Denying HIV meds to the poor

July 28, 2007
Issue 

Pharmaceutical giants have put profits before lives when it comes to Third World people's access to HIV medications, Andrew Hewett, executive director of Oxfam Australia, said.

"Some of the world's leading pharmaceutical companies have worked to prevent developing countries from reducing the price of high-cost medicines", he said. "In some cases, 'big pharma' has put profits before lives." Hewett and others participated in the 4th International AIDS Society (IAS) Conference on HIV Pathogenesis, Treatment and Prevention, held in Sydney on July 22-25.

The issue of Third World access to medications was well illustrated by the battle between Thai HIV sufferers and French HIV activist group Act Up-Paris on the one hand, and pharmaceutical giant Abbott Laboratories on the other. In February, Abbott placed a blockade on its HIV medicine Aluvia in Thailand after the Thai government allowed the manufacture of cheap generic versions of expensive HIV medicines.

Abbott then filed a lawsuit against Act Up-Paris after it launched an internet demonstration on Abbott's web site. After much media coverage and community anger, Abbott dropped the lawsuit on July 22. The blockade, however, remains.

Act Up-Paris president Hugues Fischer said: "From my point of view, for Abbott to be deliberately preventing the Thais from procuring a lifesaving HIV medicine is tantamount to murder. Abbott must drop its blockade now — to merely drop its lawsuit against Act Up-Paris is almost besides the point."

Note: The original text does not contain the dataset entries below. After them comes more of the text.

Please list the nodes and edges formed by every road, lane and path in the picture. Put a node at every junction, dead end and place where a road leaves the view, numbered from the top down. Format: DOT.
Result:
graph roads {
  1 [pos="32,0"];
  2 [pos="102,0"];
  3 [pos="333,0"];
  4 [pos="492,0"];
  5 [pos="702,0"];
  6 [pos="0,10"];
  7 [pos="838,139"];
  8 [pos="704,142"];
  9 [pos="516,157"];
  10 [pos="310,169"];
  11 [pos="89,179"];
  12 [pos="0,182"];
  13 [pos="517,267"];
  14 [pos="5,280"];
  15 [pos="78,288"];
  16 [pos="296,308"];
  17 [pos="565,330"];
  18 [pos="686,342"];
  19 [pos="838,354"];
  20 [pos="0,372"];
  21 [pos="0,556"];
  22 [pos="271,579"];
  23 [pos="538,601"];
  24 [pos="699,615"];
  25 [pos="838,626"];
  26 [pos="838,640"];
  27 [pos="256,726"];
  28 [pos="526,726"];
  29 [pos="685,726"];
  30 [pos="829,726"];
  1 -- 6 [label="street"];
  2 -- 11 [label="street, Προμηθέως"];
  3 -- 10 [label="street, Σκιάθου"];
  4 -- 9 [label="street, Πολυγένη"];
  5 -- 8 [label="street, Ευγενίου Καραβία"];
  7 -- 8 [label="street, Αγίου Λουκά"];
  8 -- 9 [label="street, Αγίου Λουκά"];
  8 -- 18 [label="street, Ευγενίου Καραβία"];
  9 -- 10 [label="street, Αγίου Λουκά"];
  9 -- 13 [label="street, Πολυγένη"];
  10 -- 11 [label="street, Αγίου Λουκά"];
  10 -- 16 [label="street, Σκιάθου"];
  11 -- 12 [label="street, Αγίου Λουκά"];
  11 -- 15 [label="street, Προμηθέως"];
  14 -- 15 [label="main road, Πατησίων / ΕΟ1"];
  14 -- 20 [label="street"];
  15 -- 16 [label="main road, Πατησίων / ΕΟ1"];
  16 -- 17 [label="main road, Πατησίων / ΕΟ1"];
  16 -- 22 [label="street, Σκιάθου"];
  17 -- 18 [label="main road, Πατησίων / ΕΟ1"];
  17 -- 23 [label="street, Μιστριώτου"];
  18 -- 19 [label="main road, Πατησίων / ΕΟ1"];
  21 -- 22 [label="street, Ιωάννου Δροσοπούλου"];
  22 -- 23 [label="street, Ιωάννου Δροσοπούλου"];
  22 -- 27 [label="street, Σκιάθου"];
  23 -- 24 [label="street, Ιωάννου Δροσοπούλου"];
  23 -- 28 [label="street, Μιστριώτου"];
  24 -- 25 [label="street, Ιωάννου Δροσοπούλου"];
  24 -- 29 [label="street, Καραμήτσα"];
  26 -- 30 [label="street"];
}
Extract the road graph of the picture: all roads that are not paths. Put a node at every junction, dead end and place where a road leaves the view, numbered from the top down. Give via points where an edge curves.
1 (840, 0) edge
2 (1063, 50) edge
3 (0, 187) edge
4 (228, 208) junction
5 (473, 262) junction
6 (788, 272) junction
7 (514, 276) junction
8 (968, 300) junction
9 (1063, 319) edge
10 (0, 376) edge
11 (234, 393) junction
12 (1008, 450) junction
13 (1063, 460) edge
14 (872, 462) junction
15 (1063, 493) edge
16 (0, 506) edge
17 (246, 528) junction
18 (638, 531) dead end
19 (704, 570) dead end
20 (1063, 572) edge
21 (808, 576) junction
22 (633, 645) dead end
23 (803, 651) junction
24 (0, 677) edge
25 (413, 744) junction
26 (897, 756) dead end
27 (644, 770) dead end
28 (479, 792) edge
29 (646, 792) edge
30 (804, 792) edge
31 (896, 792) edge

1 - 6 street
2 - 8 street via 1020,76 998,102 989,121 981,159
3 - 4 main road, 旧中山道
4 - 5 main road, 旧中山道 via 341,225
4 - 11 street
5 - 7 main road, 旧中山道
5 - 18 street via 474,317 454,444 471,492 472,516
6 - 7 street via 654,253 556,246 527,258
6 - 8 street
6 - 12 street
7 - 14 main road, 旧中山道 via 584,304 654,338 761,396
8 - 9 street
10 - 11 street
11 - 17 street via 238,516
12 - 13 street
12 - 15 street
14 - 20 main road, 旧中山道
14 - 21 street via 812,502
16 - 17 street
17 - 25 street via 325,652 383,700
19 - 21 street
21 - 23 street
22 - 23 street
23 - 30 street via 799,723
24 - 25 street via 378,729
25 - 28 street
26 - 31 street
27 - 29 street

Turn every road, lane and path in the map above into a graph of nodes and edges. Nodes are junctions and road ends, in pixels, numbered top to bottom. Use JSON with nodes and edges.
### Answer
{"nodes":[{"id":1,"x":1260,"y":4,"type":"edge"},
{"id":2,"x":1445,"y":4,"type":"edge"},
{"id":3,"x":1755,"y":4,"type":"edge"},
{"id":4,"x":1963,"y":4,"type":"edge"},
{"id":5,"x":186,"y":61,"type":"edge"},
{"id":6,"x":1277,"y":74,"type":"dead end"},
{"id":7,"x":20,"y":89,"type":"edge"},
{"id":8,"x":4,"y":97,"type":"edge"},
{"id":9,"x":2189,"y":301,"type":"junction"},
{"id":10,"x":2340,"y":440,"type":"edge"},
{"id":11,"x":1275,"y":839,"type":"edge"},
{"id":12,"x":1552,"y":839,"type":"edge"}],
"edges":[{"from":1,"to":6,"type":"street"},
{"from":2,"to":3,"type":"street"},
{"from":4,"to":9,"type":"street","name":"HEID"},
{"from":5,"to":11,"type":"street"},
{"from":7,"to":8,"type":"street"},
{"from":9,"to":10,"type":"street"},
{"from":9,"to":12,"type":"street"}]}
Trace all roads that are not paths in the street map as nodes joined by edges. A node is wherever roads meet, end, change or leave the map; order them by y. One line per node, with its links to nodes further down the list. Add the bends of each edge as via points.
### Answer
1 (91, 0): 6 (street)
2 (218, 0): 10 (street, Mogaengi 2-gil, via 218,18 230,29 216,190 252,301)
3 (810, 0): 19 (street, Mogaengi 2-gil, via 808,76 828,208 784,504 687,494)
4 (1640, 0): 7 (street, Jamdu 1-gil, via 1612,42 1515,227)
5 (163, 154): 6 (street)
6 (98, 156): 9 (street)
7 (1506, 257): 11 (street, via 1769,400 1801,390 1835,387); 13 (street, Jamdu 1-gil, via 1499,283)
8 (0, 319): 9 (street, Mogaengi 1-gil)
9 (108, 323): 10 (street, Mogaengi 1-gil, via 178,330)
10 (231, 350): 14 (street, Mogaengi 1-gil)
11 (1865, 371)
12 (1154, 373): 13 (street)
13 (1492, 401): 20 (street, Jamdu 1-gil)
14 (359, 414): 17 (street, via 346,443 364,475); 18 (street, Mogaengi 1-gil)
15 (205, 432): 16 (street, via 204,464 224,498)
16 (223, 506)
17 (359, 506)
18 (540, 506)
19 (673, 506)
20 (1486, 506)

IAS President Dr Pedro Cahn earlier slammed PM John Howard's comments in June about denying HIV positive people entry to Australia. Cahn said the "statements by the prime minister indicating that he would move to ban migrants and refugees who are HIV positive from entering the country is a blatant disregard of basic human rights, and only serves to compound current HIV prevention and treatment efforts.

"Public health experts throughout the world agree that attempts to reduce HIV transmission by controlling the movements of people living with HIV are both impractical and ineffective; such statements also send an incredibly discriminatory message to a population that has been at the forefront of prevention, care and treatment efforts since this epidemic began."